High Significance Fabric: Brick walls; shop fronts; windows and doors; former shop and former store; former sitting room; WC; ceiling, floor boards and brick wall of enclosed verandah; former three bedrooms; bathroom; linen room; stair hall; former laundry; former entry hall (except door). Medium Significance Fabric: Small flight of stairs to staircase landing (former shop & former store); timber shelves (former laundry); concrete floor, plastered brick walls, ceiling, cornice and window of part of former back porch; new gutters, new downpipe at east elevation. Low Significance Fabric: Copper downpipes; new slate roof and metal roof; WC pan; wall basin (part of former back

Shop and Residence was listed on the New South Wales State Heritage Register on 10 May 2002 having satisfied the following criteria.

The place is important in demonstrating the course, or pattern, of cultural or natural history in New South Wales.

This shop and residence and site are of State heritage significance for their historical and scientific cultural values. The site and building are also of State heritage significance for their contribution to The Rocks area which is of State Heritage significance in its own right.

The building is part of the Rocks Conservation Area and, as such, contributes to the overall character and interpretation of the area. It is one of the few remaining corner shops and residences within the area.

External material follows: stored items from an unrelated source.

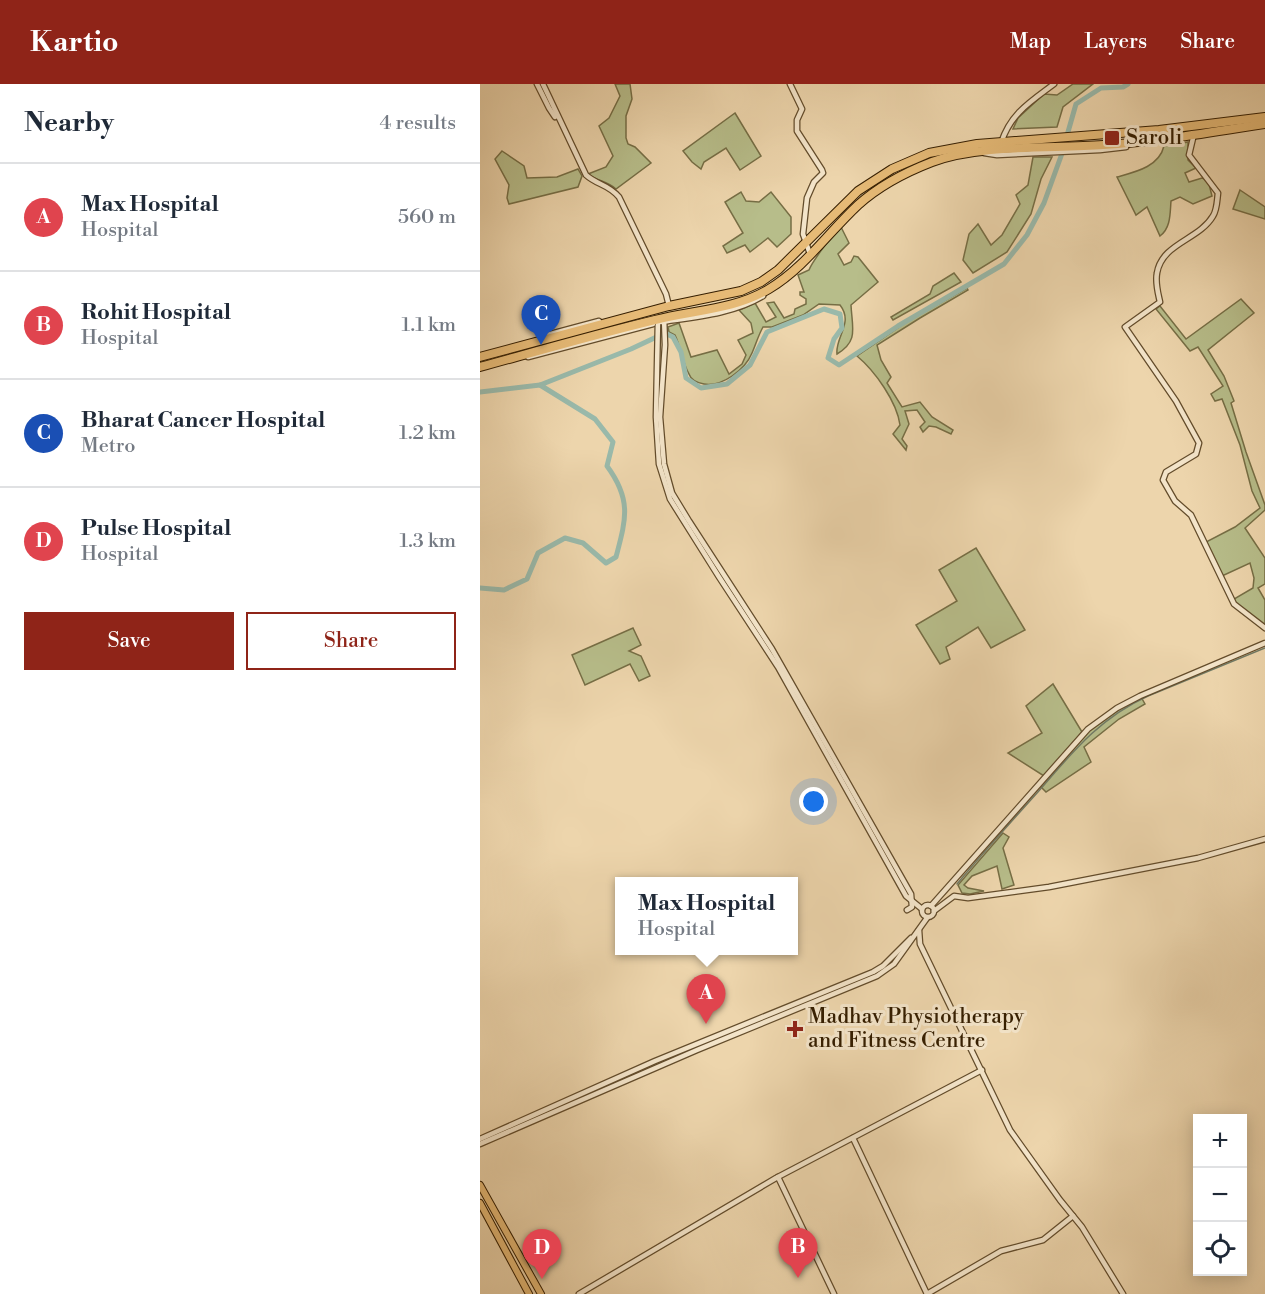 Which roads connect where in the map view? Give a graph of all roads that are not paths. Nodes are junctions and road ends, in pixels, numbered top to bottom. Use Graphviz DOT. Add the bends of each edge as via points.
graph roads {
  1 [pos="537,84"];
  2 [pos="543,84"];
  3 [pos="790,84"];
  4 [pos="1054,84"];
  5 [pos="1265,116"];
  6 [pos="559,121"];
  7 [pos="1265,126"];
  8 [pos="1195,131"];
  9 [pos="1074,142"];
  10 [pos="1050,143"];
  11 [pos="1002,147"];
  12 [pos="836,211"];
  13 [pos="844,219"];
  14 [pos="805,242"];
  15 [pos="810,255"];
  16 [pos="668,305"];
  17 [pos="661,322"];
  18 [pos="480,356"];
  19 [pos="480,368"];
  20 [pos="670,493"];
  21 [pos="1265,628"];
  22 [pos="1265,643"];
  23 [pos="1265,839"];
  24 [pos="954,887"];
  25 [pos="960,896"];
  26 [pos="911,900"];
  27 [pos="932,908"];
  28 [pos="922,909"];
  29 [pos="908,910"];
  30 [pos="927,918"];
  31 [pos="919,928"];
  32 [pos="914,936"];
  33 [pos="920,944"];
  34 [pos="982,1070"];
  35 [pos="853,1138"];
  36 [pos="480,1139"];
  37 [pos="480,1144"];
  38 [pos="778,1177"];
  39 [pos="480,1185"];
  40 [pos="480,1203"];
  41 [pos="1073,1216"];
  42 [pos="529,1294"];
  43 [pos="541,1294"];
  44 [pos="579,1294"];
  45 [pos="834,1294"];
  46 [pos="927,1294"];
  47 [pos="1123,1294"];
  1 -- 6 [label="street"];
  2 -- 6 [label="street"];
  3 -- 14 [label="street" via="802,109 797,131 823,173 809,191"];
  4 -- 11 [label="street" via="1020,109 1007,127"];
  5 -- 8 [label="highway"];
  6 -- 16 [label="street" via="586,175 619,197"];
  7 -- 8 [label="highway"];
  8 -- 9 [label="highway"];
  8 -- 9 [label="street" via="1109,149"];
  8 -- 21 [label="street" via="1189,155 1216,189 1215,214 1164,257 1157,274 1160,302 1125,327 1176,401 1199,443 1196,454 1166,472 1163,480 1175,501 1191,515 1234,604"];
  9 -- 10 [label="highway"];
  9 -- 10 [label="street"];
  10 -- 11 [label="highway"];
  10 -- 11 [label="street"];
  11 -- 12 [label="highway" via="947,149 917,157 880,176"];
  11 -- 13 [label="highway" via="941,160 904,174 862,201"];
  12 -- 13 [label="highway"];
  12 -- 14 [label="highway"];
  13 -- 15 [label="highway"];
  14 -- 15 [label="street"];
  14 -- 16 [label="highway" via="778,270 751,287 733,294"];
  15 -- 17 [label="highway" via="776,285 745,301"];
  16 -- 18 [label="highway"];
  17 -- 19 [label="highway"];
  17 -- 20 [label="street" via="665,345 660,417"];
  17 -- 20 [label="street" via="656,417 659,464"];
  20 -- 26 [label="street" via="687,528 778,666"];
  22 -- 24 [label="street" via="1140,696 1088,729"];
  23 -- 25 [label="street" via="1198,858 1049,887"];
  24 -- 25 [label="street"];
  24 -- 27 [label="street"];
  25 -- 27 [label="street"];
  26 -- 28 [label="street"];
  26 -- 29 [label="street"];
  27 -- 28 [label="street" via="926,905"];
  27 -- 30 [label="street" via="932,916"];
  28 -- 30 [label="street"];
  30 -- 31 [label="street"];
  31 -- 32 [label="street"];
  31 -- 33 [label="street"];
  32 -- 33 [label="street"];
  32 -- 36 [label="street" via="873,972 646,1065"];
  32 -- 37 [label="street" via="894,964 877,976"];
  33 -- 34 [label="street"];
  34 -- 35 [label="street"];
  34 -- 41 [label="street" via="1010,1130"];
  35 -- 38 [label="street"];
  35 -- 46 [label="street"];
  38 -- 44 [label="street"];
  38 -- 45 [label="street"];
  39 -- 43 [label="main road"];
  40 -- 42 [label="main road"];
  41 -- 46 [label="street" via="1043,1240 1001,1251"];
  41 -- 47 [label="street"];
}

The place is important in demonstrating aesthetic characteristics and/or a high degree of creative or technical achievement in New South Wales.

It is an example of the work of a well-known architect Walter Liberty Vernon. It is an excellent example of small-scale Classic Free Style Edwardian architecture and one of the most intact of such buildings in The Rocks (the others being the former morgue in George Street, the facade of the Brooklyn Hotel and the facade of the former Chamber of Commerce building on the corner of George and Grosvenor Streets).

High Significance Fabric: Brick walls; shop fronts; windows and doors; former shop and former store; former sitting room; WC (except smashed WC pan); ceiling, floor boards and brick wall of enclosed verandah; former three bedrooms; bathroom; linen room; stair hall; former laundry; former entry hall (except door). Medium Significance Fabric: Small flight of stairs to staircase landing (former shop & former store); timber shelves (former laundry); concrete floor, plastered brick walls, ceiling, cornice and window of part of former back porch; new gutters, new downpipe at east elevation. Low Significance Fabric: Copper downpipes; new slate roof and metal roof; WC pan; wall basin (part of former back).

The place is important in demonstrating the principal characteristics of a class of cultural or natural places/environments in New South Wales.

It is representative of government-designed worker housing from the pre-World War I period.